И снова — что характерно для всей этой несчастной экспедиции — они тащили сани на себе, в то время как собаки остались бездельничать в Хат-Пойнт. Ни Аткинсон, ни Киохэйн собачью упряжку прежде не водили. К тому же Аткинсон считал, что было бы жестоко снова заставлять собак работать после недавней поездки Черри-Гаррарда и Дмитрия.
30 марта, миновав Конер-Кэмп, с трудом продвигаясь в условиях штормового ветра и метели, он решил вернуться, смирившись с тем, что полярной партии больше нет.
В действительности последняя запись в дневнике Скотта была датирована 29 марта.
Выжившим теперь нужно было как-то пережить вторую зиму.
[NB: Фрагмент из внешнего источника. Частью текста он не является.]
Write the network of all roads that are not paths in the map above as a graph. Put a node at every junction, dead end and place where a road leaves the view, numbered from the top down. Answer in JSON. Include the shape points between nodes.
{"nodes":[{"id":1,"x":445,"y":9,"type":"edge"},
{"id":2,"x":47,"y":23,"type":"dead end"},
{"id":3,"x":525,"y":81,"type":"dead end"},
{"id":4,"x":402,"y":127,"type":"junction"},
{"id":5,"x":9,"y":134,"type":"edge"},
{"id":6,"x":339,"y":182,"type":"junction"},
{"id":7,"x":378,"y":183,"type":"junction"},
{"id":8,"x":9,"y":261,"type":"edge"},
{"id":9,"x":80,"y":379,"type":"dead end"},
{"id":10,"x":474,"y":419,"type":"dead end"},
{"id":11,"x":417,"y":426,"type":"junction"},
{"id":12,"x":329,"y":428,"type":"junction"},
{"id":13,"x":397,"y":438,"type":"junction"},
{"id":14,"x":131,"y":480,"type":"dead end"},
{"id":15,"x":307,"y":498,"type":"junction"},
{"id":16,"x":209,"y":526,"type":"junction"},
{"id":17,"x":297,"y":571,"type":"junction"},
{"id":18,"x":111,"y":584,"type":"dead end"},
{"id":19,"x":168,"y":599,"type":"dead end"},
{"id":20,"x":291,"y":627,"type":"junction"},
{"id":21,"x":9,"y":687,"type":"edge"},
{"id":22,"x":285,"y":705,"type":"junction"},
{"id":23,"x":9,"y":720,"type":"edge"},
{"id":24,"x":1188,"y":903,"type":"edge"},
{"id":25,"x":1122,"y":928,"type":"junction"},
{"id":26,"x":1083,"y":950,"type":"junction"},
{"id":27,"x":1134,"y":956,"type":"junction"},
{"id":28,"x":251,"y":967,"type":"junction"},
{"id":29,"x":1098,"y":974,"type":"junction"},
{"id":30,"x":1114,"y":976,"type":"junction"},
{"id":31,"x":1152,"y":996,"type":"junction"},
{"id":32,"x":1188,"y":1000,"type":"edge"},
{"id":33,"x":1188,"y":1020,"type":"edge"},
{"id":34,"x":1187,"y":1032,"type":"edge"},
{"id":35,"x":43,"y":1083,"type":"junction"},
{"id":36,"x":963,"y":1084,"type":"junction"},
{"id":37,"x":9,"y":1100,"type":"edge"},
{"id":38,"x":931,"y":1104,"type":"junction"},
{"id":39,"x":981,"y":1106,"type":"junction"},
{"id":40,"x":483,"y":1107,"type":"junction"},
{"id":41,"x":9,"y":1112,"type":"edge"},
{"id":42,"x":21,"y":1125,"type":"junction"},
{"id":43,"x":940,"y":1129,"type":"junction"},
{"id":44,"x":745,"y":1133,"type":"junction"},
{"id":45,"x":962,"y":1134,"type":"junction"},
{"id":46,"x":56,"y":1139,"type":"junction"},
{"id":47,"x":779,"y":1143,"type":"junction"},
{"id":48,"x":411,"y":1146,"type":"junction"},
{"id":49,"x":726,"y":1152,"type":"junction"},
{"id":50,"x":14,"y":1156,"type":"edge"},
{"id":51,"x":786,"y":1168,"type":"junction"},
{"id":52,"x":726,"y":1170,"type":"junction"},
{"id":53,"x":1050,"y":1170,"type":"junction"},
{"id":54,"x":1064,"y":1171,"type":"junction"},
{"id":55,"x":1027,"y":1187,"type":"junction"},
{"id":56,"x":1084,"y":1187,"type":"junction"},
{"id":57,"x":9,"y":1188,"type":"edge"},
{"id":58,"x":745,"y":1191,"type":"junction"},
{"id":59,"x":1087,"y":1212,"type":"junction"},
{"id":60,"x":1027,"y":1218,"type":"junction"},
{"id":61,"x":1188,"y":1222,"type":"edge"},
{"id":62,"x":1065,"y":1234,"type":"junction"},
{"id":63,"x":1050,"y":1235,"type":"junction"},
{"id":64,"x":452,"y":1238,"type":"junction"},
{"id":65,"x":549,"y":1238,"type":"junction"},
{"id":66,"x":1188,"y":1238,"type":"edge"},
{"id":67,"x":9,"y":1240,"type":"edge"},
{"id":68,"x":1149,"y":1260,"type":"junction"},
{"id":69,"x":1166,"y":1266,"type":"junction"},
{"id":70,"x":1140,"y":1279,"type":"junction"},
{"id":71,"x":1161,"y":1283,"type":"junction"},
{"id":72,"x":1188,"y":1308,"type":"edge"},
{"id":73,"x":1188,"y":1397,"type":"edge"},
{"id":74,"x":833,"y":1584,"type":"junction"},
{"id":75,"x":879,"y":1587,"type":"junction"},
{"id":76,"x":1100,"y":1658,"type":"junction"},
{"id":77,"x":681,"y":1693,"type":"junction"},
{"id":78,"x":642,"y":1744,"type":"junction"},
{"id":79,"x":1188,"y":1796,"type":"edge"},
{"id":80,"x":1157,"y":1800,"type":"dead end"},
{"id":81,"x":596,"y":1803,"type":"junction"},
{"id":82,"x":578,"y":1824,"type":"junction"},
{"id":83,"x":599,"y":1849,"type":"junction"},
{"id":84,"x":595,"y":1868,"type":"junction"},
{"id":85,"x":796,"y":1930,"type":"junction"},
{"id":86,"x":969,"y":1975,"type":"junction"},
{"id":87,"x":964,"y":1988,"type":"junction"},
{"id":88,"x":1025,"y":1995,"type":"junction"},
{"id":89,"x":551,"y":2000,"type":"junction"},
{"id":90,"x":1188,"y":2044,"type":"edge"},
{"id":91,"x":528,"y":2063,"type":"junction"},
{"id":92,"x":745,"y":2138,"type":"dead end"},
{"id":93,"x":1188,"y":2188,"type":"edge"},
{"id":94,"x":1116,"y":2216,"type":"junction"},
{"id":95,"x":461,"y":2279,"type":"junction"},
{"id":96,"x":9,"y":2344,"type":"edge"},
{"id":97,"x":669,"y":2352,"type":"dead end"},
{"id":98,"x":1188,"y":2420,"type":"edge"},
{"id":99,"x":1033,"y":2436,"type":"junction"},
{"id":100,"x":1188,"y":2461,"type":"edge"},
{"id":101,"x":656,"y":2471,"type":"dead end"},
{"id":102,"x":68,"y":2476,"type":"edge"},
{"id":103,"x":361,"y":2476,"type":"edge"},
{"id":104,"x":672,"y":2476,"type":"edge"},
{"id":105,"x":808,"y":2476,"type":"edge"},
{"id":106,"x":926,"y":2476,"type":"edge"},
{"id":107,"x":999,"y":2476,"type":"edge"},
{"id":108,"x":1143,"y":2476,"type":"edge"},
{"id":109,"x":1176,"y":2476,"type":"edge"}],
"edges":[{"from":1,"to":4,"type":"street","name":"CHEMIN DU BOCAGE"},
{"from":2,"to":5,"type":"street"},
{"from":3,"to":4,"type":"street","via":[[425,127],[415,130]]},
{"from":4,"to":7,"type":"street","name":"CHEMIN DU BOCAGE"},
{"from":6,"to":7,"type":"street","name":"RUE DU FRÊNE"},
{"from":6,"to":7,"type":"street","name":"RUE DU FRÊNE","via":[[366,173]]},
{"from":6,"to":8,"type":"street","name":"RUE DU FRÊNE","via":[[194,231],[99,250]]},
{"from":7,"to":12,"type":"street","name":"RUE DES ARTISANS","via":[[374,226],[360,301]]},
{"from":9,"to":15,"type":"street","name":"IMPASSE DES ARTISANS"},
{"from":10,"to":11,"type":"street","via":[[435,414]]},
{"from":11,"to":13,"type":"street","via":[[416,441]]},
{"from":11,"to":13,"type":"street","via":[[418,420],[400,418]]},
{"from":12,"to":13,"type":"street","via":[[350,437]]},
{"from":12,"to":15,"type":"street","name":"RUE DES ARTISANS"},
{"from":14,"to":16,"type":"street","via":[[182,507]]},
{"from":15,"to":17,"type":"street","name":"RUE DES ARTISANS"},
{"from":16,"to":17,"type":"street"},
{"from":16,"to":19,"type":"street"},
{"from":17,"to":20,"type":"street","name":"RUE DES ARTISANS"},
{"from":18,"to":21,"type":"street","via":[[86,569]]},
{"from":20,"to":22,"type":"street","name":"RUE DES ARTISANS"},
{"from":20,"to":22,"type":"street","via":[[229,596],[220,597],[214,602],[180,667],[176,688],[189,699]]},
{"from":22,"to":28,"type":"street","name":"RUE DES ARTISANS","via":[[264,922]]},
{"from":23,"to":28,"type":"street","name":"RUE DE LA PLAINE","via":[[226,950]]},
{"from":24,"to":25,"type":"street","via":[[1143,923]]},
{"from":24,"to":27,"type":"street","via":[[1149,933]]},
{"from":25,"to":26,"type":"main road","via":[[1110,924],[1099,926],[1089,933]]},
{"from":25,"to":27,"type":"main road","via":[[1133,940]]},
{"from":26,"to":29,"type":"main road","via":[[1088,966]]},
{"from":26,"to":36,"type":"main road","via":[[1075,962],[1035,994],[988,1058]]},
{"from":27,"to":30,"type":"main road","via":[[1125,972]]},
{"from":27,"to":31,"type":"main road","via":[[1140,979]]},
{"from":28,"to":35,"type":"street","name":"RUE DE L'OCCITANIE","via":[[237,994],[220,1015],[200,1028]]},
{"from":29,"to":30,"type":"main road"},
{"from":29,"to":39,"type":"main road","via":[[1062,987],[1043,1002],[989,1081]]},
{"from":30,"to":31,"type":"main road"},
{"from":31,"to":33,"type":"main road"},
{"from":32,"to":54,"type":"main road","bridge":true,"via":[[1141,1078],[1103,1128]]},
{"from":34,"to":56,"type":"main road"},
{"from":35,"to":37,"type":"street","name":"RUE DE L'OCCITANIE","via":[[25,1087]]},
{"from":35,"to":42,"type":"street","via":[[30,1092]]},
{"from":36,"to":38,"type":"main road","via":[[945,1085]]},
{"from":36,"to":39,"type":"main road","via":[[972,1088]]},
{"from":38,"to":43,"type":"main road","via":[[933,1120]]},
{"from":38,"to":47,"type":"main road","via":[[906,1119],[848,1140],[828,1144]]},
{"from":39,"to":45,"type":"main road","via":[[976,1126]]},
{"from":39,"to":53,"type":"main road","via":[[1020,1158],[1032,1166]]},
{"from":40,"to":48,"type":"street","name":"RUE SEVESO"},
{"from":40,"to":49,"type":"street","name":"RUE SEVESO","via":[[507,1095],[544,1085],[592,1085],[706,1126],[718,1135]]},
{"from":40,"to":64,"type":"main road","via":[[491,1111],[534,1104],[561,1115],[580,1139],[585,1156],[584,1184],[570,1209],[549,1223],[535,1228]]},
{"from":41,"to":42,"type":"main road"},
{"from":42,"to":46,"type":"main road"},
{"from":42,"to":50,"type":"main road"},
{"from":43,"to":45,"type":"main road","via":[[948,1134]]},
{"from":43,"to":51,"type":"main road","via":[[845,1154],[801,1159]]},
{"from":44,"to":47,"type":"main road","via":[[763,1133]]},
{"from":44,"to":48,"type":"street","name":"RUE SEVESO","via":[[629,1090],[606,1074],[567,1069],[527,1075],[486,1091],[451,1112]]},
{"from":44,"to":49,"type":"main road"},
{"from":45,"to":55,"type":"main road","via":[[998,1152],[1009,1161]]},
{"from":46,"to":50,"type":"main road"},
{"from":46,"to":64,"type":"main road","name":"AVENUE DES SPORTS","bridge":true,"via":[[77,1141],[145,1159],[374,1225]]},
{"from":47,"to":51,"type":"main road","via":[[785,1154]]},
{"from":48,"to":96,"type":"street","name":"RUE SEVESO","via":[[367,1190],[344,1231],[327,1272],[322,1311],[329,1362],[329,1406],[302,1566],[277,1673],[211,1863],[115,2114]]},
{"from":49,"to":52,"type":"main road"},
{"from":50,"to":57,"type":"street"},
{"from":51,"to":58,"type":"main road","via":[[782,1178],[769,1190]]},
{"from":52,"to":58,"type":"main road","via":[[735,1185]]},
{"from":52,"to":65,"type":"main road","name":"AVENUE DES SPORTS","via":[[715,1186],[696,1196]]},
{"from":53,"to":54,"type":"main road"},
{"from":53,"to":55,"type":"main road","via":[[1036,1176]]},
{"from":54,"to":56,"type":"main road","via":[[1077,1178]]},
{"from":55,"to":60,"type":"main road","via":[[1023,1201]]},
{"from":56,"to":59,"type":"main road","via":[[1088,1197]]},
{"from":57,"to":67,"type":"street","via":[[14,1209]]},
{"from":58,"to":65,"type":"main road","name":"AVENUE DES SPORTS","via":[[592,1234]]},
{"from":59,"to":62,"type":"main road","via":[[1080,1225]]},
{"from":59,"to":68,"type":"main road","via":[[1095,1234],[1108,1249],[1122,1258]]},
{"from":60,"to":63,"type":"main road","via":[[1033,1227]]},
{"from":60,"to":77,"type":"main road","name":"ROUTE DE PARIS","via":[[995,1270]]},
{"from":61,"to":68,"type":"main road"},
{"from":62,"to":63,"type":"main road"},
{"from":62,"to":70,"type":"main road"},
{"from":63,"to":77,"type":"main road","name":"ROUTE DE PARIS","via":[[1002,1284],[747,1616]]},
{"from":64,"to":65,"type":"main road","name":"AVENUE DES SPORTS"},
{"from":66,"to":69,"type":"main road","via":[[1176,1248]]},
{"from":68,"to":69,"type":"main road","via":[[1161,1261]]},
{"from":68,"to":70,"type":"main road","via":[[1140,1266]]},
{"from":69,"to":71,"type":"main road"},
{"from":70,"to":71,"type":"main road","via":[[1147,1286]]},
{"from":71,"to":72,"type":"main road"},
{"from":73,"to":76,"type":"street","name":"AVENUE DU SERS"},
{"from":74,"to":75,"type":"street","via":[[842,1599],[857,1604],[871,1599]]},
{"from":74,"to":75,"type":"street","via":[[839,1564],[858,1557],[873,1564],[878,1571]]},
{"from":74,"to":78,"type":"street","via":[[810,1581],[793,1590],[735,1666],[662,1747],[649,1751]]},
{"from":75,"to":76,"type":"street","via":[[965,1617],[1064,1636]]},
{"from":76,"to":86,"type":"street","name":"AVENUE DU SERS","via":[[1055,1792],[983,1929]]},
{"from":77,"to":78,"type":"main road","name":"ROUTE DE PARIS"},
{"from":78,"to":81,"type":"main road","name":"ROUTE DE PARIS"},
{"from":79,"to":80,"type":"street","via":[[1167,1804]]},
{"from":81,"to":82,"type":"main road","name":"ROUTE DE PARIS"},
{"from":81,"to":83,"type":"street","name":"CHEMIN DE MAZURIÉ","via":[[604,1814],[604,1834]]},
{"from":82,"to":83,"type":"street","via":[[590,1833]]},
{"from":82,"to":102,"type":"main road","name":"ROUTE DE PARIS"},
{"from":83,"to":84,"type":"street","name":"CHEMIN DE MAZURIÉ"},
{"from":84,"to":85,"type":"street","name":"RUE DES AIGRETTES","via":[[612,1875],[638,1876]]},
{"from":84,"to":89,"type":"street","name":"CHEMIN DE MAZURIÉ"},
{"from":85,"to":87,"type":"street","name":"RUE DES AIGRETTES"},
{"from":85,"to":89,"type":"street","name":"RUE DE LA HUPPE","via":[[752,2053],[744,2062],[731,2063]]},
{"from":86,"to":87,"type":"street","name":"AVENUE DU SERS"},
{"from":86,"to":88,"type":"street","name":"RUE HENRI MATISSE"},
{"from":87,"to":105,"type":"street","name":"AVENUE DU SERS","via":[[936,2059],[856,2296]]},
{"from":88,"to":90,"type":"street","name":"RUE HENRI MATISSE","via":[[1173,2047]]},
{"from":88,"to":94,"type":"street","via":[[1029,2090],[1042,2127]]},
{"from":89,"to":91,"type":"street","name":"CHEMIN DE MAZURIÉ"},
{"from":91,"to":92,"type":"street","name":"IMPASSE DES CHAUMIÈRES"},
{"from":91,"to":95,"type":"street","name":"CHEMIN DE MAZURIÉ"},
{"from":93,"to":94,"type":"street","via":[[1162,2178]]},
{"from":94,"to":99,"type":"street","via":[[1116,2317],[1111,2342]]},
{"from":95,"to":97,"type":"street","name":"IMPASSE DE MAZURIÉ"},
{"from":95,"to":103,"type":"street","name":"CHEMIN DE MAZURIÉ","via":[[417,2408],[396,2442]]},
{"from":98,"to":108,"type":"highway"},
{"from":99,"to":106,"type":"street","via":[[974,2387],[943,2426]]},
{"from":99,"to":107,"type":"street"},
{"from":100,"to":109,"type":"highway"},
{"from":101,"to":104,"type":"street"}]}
В начале мая на мысе Эванс собралась небольшая тихая компания. Дом был наполовину пуст, там осталось всего тринадцать жителей вместо прежних двадцати семи. Пять пустых коек полярной партии постоянно напоминали о ней.
И всё же они были счастливы — в чём-то, вероятно, даже счастливее, чем год назад. И произошло это благодаря Аткинсону, который теперь командовал ими. Гран писал, что
все его уважают и обожают… Его чудесные качества лидера быстро проявились во время зимовки на мысе Эванс. Он никогда не отдаёт приказы — только выражает желания, а большего и не нужно.
Всю зиму Аткинсон вынашивал трудное решение. На юге, что было совершенно очевидно, в снегах лежали мёртвые участники полярной партии, а на севере, возможно, ещё оставались в живых Кэмпбелл и его спутники. Что было важнее: искать мёртвых или спасать живых? В итоге он решил, что и сентиментальность, и общественное мнение на родине требуют спасения записей полярной партии, и потому его первоочередным долгом является поиск мёртвых.
29 октября поисковая партия отправилась на юг. Она состояла из двенадцати человек, передвигавшихся на собаках, и семи гималайских мулах индийской армии, которых привезли на второй сезон по предложению Оутса. Все приготовились к долгому путешествию — вплоть до Полярного плато.
Они шли старым маршрутом так точно, насколько это было возможно. Двенадцатого ноября, по словам Трюггве Грана, «это случилось! Мы нашли то, что искали! Силы небесные, как тяжелы бывают удары судьбы».
В шесть утра, примерно в десяти милях к югу от «Склада одной тонны», в тот момент, когда они собирались разбить лагерь, справа по курсу вдруг кто-то заметил нечто, похожее на пирамиду. Чарльз Райт, отвечавший в этом походе за навигацию, пошёл проверить, затем остановился и жестом подозвал остальных. Это была занесённая палатка. Вход был закрыт изнутри.
Должен признать, что слёзы навернулись на глаза [написал старшина Томас Уилльямсон]. Знаю, что другие тоже почувствовали именно это. Увиденное стало для всех нас большим шоком, хотя мы уже много месяцев знали, что столкнёмся с подобным. И всё равно все были ошарашены [sic], мы ничего не трогали, просто стояли и глазели, гадая, какие ужасные секреты скрывает от нас эта палатка.
Аткинсон приказал разбить лагерь немного в стороне и откопать палатку. Затем первым вошёл в неё и, прежде чем что-то трогать, настоял, чтобы все остальные друг за другом тоже вошли в неё. Таким решением он хотел предотвратить возможные споры и разногласия о том, чтo там было обнаружено.
Я довольно долго не решался войти [продолжал Уилльямсон] из страха, что не смогу выдержать эту грустную [sic] сцену, но когда наконец осмелился, то увидел ужасную картину — эти спальные мешки с замёрзшими телами в них. В том, что был посередине, я узнал кап. Скотта… остальные два тела я не видел и не стремился увидеть их; бедные друзья.
Когда всё было кончено, Аткинсон забрал часы и документы. Палатку опустили на тела Скотта, Уилсона и Боуэрса и похоронили их прямо там, как нашли — в спальных мешках. Над ними построили большую пирамиду, на вершине которой установили крест из пары лыж, и Аткинсон прочёл заупокойную службу.
Получилось [по словам Грана] очень торжественно. Одиннадцать мужественных суровых людей стояли с обнажёнными головами и пели — трогательное зрелище. К югу сквозь грозные штормовые облака пробилось солнце, великая пустыня окрасилась в сказочные цвета. Пошёл снег, и когда гимн был закончен, мёртвых накрыло мягкое белое одеяло.